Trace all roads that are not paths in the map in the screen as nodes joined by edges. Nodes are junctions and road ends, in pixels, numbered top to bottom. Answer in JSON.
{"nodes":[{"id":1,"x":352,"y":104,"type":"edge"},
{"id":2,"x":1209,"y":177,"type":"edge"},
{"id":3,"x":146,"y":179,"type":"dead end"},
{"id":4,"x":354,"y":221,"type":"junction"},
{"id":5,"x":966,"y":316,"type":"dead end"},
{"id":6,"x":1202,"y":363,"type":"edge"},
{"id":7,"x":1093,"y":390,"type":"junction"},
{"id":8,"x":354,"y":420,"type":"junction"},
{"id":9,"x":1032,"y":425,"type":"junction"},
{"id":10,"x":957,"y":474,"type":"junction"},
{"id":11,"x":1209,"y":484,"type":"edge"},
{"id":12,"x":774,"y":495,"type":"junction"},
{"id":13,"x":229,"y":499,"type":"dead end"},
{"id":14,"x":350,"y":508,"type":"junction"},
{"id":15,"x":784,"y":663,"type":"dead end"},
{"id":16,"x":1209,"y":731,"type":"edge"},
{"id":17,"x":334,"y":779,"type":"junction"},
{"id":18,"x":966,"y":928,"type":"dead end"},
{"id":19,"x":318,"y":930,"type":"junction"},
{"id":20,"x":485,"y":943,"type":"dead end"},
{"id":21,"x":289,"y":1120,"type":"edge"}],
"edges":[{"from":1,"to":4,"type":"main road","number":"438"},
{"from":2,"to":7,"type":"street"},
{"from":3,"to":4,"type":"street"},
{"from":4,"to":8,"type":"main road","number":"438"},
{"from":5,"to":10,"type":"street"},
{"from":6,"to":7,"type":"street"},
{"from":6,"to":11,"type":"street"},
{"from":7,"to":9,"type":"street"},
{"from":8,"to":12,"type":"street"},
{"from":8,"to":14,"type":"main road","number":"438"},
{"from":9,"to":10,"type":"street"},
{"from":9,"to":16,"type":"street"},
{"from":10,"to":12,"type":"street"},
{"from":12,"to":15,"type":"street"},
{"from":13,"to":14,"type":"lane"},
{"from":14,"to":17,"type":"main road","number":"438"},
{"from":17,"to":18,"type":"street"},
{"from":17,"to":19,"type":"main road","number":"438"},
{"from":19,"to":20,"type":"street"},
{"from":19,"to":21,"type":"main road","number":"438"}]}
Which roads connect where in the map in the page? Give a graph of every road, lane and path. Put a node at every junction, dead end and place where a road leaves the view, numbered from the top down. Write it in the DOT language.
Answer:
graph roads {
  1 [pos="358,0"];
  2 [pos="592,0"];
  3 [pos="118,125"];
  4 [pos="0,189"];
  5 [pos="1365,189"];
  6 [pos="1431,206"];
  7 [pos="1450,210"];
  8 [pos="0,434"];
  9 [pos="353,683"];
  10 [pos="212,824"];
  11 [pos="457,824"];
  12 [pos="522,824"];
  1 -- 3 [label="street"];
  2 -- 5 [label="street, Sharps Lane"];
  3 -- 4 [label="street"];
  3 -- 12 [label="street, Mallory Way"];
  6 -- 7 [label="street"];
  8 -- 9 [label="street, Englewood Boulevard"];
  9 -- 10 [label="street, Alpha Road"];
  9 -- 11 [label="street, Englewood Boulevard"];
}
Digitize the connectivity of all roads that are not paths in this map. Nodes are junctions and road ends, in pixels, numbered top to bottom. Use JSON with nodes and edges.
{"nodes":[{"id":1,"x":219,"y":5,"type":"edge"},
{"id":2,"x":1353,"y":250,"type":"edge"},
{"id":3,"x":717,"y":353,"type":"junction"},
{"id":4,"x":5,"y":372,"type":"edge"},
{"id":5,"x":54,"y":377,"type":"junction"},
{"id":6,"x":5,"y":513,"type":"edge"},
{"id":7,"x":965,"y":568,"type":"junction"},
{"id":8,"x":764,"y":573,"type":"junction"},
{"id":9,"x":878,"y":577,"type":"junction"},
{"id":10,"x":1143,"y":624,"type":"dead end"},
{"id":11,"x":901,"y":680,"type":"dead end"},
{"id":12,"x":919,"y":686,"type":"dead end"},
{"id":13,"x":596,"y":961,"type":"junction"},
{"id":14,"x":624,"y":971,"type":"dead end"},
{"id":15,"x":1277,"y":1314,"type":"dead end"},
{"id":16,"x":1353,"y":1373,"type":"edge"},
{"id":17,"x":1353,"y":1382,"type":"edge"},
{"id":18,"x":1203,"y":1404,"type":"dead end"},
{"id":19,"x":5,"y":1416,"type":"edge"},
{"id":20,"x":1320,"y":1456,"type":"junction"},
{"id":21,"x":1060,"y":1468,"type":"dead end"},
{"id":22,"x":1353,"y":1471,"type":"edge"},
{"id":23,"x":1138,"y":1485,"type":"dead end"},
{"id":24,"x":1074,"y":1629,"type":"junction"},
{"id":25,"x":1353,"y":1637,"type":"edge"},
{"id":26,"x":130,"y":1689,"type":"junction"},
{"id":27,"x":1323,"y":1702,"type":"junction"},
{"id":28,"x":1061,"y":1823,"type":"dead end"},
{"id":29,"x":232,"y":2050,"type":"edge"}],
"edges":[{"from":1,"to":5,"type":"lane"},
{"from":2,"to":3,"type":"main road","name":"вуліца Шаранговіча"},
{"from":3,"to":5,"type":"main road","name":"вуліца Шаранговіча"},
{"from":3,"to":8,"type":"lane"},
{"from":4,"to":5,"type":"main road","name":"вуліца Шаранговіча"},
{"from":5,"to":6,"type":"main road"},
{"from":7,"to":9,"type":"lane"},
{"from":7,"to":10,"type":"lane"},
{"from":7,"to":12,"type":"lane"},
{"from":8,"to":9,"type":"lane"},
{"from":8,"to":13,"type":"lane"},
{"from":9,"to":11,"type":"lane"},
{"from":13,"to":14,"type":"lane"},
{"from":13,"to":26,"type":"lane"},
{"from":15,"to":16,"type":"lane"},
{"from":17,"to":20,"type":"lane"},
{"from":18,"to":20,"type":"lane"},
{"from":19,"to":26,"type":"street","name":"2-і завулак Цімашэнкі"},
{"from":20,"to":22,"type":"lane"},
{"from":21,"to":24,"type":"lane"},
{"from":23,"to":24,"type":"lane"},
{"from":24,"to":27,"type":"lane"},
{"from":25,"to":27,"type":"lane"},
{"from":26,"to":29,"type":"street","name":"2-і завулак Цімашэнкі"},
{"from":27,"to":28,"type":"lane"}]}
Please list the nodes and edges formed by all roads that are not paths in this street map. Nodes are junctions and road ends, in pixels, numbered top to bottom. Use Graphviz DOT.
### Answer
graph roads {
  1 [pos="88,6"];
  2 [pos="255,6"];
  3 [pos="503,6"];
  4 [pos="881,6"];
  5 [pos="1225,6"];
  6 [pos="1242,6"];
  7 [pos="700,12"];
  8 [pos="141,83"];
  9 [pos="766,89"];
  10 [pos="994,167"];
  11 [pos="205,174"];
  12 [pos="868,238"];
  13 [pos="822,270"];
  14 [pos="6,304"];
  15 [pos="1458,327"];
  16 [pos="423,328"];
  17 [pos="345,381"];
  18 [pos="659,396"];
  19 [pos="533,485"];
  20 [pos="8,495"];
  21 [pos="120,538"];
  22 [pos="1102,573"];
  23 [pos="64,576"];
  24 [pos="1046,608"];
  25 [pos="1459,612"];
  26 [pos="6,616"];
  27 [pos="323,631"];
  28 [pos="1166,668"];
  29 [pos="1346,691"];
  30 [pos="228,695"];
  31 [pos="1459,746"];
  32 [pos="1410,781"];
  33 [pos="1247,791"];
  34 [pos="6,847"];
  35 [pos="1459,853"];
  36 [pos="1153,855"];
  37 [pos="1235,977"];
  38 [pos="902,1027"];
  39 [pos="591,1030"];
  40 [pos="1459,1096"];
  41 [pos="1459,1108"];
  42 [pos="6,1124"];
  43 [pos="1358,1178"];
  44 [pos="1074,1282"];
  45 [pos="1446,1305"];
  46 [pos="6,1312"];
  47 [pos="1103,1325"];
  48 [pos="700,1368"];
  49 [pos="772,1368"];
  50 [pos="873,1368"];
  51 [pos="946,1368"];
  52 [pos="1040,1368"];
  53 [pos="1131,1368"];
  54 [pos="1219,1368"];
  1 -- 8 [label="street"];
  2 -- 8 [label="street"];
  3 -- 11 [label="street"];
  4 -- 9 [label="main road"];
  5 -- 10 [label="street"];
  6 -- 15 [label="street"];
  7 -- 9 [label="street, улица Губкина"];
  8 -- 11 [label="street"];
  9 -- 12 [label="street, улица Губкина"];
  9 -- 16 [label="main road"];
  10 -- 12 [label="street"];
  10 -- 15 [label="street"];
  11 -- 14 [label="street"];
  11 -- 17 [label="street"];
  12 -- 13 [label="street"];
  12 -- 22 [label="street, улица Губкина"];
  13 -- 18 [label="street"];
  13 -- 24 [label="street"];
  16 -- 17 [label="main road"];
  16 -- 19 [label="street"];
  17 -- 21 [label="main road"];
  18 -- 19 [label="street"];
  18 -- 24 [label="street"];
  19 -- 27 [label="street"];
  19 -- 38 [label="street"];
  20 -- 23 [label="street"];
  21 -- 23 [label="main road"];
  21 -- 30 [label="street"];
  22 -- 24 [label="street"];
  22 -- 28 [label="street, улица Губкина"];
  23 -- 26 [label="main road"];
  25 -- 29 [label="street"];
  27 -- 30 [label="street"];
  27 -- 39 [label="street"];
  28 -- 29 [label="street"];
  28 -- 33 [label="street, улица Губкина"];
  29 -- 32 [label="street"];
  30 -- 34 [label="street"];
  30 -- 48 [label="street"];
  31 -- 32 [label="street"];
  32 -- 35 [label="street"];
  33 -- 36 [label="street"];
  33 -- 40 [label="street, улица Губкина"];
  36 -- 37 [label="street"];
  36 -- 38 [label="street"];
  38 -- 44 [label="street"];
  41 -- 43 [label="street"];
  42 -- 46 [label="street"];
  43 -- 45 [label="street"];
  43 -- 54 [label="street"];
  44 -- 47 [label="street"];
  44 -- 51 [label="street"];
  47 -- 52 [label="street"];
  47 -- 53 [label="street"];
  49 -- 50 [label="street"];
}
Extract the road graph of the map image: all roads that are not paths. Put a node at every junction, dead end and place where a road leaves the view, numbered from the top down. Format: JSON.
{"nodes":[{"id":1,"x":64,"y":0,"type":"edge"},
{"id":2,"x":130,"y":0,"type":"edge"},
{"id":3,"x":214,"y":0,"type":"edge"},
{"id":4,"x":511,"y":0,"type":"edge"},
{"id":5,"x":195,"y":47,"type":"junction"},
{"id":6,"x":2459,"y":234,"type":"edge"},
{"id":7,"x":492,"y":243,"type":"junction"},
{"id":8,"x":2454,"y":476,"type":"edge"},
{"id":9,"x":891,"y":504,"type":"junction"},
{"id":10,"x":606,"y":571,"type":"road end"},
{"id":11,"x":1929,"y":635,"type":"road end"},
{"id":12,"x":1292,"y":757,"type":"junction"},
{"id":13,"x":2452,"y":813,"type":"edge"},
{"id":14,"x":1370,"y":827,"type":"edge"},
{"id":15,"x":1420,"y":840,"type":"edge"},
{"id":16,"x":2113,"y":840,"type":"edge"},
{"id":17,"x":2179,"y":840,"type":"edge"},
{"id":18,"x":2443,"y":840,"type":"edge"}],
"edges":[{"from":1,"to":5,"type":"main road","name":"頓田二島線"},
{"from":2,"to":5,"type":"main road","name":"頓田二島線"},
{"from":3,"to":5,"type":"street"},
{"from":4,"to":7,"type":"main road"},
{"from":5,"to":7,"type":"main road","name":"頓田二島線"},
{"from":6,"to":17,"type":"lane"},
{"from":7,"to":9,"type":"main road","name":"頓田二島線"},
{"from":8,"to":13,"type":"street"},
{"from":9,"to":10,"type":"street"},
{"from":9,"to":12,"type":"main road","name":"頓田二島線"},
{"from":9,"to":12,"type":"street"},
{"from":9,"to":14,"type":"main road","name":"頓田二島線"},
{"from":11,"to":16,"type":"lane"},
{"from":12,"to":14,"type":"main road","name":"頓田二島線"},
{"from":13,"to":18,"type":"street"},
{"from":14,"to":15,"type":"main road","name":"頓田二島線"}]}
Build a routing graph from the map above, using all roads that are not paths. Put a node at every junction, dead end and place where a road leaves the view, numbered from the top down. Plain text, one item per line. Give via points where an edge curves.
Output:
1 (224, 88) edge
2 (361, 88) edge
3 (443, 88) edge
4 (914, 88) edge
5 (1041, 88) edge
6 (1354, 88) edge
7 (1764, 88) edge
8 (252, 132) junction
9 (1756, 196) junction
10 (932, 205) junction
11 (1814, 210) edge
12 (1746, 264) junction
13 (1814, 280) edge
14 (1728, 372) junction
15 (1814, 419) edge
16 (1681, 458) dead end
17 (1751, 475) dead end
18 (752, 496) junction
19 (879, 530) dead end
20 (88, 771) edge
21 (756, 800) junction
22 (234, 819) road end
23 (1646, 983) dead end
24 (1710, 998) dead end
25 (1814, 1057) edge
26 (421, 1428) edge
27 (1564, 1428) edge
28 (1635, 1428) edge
########
About this exercise :: Word for word, restate the listing above from its first line to the line with "Which roads connect", keeping both.

Exercise answer ::
Trace all roads that are not paths in the map in the screen as nodes joined by edges. Nodes are junctions and road ends, in pixels, numbered top to bottom. Answer in JSON.
{"nodes":[{"id":1,"x":352,"y":104,"type":"edge"},
{"id":2,"x":1209,"y":177,"type":"edge"},
{"id":3,"x":146,"y":179,"type":"dead end"},
{"id":4,"x":354,"y":221,"type":"junction"},
{"id":5,"x":966,"y":316,"type":"dead end"},
{"id":6,"x":1202,"y":363,"type":"edge"},
{"id":7,"x":1093,"y":390,"type":"junction"},
{"id":8,"x":354,"y":420,"type":"junction"},
{"id":9,"x":1032,"y":425,"type":"junction"},
{"id":10,"x":957,"y":474,"type":"junction"},
{"id":11,"x":1209,"y":484,"type":"edge"},
{"id":12,"x":774,"y":495,"type":"junction"},
{"id":13,"x":229,"y":499,"type":"dead end"},
{"id":14,"x":350,"y":508,"type":"junction"},
{"id":15,"x":784,"y":663,"type":"dead end"},
{"id":16,"x":1209,"y":731,"type":"edge"},
{"id":17,"x":334,"y":779,"type":"junction"},
{"id":18,"x":966,"y":928,"type":"dead end"},
{"id":19,"x":318,"y":930,"type":"junction"},
{"id":20,"x":485,"y":943,"type":"dead end"},
{"id":21,"x":289,"y":1120,"type":"edge"}],
"edges":[{"from":1,"to":4,"type":"main road","number":"438"},
{"from":2,"to":7,"type":"street"},
{"from":3,"to":4,"type":"street"},
{"from":4,"to":8,"type":"main road","number":"438"},
{"from":5,"to":10,"type":"street"},
{"from":6,"to":7,"type":"street"},
{"from":6,"to":11,"type":"street"},
{"from":7,"to":9,"type":"street"},
{"from":8,"to":12,"type":"street"},
{"from":8,"to":14,"type":"main road","number":"438"},
{"from":9,"to":10,"type":"street"},
{"from":9,"to":16,"type":"street"},
{"from":10,"to":12,"type":"street"},
{"from":12,"to":15,"type":"street"},
{"from":13,"to":14,"type":"lane"},
{"from":14,"to":17,"type":"main road","number":"438"},
{"from":17,"to":18,"type":"street"},
{"from":17,"to":19,"type":"main road","number":"438"},
{"from":19,"to":20,"type":"street"},
{"from":19,"to":21,"type":"main road","number":"438"}]}
Which roads connect where in the map in the page? Give a graph of every road, lane and path. Put a node at every junction, dead end and place where a road leaves the view, numbered from the top down. Write it in the DOT language.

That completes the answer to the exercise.